Interview with Sin Kitty
By Robin Ecoeur
Sin Kitty have just released their new album Softer and trust us, it's a journey beyond dreams. If there's any feeling or emotion you want in a song, these guys thought of it first. So when we caught up with the band to talk guitars and their new record, naturally it would be something quite different...
Hello Sin Kitty. What's the latest happenings in Asheville? On the back of Fender it always sounds like the home of guitar.
Jack: I think you are thinking of Nashville with the Fender guitar. As far as Asheville, there is always a lot of mischief going on...
That's Third Outing research for you!
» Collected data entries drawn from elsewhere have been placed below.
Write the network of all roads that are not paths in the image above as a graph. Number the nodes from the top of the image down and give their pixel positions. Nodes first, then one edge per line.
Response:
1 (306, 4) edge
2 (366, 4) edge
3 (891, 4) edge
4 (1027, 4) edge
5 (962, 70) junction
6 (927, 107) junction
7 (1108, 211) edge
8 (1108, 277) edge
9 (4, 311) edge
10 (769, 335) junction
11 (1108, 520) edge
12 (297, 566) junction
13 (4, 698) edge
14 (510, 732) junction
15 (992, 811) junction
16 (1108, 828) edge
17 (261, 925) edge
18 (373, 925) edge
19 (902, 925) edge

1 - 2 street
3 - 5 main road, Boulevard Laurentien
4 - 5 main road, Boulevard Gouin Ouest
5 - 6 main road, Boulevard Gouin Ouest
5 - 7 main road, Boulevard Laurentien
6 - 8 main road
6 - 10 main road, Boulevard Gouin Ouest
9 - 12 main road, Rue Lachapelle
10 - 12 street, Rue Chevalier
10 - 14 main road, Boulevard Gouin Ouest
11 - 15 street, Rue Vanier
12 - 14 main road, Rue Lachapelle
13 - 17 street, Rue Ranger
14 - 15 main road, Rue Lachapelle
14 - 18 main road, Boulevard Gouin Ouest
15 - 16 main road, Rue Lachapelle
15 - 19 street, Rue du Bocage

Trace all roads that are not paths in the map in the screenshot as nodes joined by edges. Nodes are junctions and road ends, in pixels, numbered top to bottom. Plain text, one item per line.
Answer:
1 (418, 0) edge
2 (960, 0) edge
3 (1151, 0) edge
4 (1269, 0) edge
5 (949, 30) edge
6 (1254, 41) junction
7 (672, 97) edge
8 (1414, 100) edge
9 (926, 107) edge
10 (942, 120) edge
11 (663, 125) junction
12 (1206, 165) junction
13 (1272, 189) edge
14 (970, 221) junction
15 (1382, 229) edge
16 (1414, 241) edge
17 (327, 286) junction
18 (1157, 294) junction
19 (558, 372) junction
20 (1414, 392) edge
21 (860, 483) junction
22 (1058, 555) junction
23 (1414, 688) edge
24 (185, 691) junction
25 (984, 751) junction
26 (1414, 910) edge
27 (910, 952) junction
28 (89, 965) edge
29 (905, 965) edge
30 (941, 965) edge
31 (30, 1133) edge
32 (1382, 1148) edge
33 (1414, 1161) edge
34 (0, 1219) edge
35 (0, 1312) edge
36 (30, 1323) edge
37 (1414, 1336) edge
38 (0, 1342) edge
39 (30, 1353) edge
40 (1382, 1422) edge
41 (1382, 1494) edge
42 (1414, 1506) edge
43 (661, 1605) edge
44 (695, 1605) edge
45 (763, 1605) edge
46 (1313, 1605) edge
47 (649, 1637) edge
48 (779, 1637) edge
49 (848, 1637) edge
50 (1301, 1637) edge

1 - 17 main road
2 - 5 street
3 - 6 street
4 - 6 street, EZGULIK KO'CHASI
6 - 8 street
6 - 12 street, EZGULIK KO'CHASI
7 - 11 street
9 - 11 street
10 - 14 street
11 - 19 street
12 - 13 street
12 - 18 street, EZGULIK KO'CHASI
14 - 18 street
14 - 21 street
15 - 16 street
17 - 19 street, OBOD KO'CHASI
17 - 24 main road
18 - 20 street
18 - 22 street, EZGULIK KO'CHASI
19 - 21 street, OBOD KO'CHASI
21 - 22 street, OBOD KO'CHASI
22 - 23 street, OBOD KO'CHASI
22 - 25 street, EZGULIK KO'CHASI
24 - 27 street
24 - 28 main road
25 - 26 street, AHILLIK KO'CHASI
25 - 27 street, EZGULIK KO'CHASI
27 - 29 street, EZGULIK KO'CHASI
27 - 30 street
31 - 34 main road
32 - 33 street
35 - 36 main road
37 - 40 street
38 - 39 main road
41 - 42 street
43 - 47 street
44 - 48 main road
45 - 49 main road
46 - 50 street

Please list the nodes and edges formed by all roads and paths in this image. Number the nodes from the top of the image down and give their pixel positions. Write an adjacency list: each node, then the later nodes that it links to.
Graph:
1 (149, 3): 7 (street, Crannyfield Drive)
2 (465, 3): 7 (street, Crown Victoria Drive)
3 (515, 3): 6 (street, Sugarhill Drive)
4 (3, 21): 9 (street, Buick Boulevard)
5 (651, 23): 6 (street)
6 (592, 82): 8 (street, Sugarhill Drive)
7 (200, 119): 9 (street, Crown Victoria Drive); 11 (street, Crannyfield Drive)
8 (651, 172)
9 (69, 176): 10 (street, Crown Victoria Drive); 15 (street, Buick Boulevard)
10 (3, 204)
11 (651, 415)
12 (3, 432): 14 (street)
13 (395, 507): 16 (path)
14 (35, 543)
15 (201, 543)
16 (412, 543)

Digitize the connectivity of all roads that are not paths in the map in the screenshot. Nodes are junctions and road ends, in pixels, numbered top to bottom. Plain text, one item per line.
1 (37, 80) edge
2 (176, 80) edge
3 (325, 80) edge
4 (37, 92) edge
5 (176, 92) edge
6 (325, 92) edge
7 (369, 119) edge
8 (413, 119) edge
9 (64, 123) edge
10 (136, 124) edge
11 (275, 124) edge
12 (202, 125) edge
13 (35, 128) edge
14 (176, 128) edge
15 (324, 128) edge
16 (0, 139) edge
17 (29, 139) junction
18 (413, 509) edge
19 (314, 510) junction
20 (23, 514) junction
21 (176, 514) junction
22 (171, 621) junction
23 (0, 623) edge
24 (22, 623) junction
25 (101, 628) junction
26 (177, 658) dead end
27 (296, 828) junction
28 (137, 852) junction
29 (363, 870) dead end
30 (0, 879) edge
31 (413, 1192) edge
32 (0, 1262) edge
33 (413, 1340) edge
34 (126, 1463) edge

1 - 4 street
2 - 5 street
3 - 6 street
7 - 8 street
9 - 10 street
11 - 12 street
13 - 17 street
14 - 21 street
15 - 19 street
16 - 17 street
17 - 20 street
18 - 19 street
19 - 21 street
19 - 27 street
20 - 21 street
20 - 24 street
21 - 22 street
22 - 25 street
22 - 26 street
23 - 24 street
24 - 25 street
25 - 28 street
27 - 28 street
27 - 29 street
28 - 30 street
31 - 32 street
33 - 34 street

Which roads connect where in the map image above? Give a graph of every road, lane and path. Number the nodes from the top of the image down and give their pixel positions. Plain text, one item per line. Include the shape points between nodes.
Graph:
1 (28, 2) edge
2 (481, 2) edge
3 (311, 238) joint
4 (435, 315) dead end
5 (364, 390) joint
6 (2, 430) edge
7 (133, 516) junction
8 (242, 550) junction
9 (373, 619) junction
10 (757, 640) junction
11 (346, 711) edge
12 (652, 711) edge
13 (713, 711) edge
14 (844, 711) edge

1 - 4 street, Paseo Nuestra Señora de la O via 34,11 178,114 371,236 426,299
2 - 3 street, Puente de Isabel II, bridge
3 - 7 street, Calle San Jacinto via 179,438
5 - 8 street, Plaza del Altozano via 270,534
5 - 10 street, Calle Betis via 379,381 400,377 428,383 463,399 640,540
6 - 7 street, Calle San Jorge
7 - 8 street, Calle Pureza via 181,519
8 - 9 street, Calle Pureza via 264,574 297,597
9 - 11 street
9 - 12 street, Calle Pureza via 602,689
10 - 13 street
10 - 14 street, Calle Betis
Describe your sound in one sentence then? In fact, given the earlier question, if your sound was one guitar, which would it be?
Dillon: Sin Kitty is like swimming in the ocean at dusk after being up all night with your buddies. We all play Strats, so I guess we are Stratocasters for life.
Good choise. Softer was released in February. There are some dark and gloomy tracks, some heavy, some weird, but its pop as well. It has a soundtrack feel to it, am I right?
Annie: Soundtrack is an interesting way of putting it. I think part of what we were trying to convey is the weird relationship between innocence and guilt a young woman begins to feel as she gets older. The beginning of sexuality and overall experimentation can be dark and beautiful at the same time. If I put it that way, than in a way it is sort of a soundtrack I guess, the narrative of a girl growing up.
"We used to jam after parties in Chase's dorm room. We were wasted, under age and playing Psych music as quietly as possible".
I've read the record was done by 2013 but its only come out now?
Annie: The record was finished in 2013 but it took quite some time to get everything recorded and all finished up. We all kind of began to do our own thing, moved seperate ways for a little bit musically and maybe just in general. Jack put out stuff as Jackson Scott which definitely made him way busier. In anycase, we didn’t ever forget about it.
All The Kids is a stand out track...
Jack: It's all about teenage hedonism. The feeling of giving in to endless euphoria.
How many hours do you spend experimenting and making music a week? Do you constantly think about it?
Jack: It depends. When were together we would practice and record a lot. Now we are all doing are own things but still playing lots of music.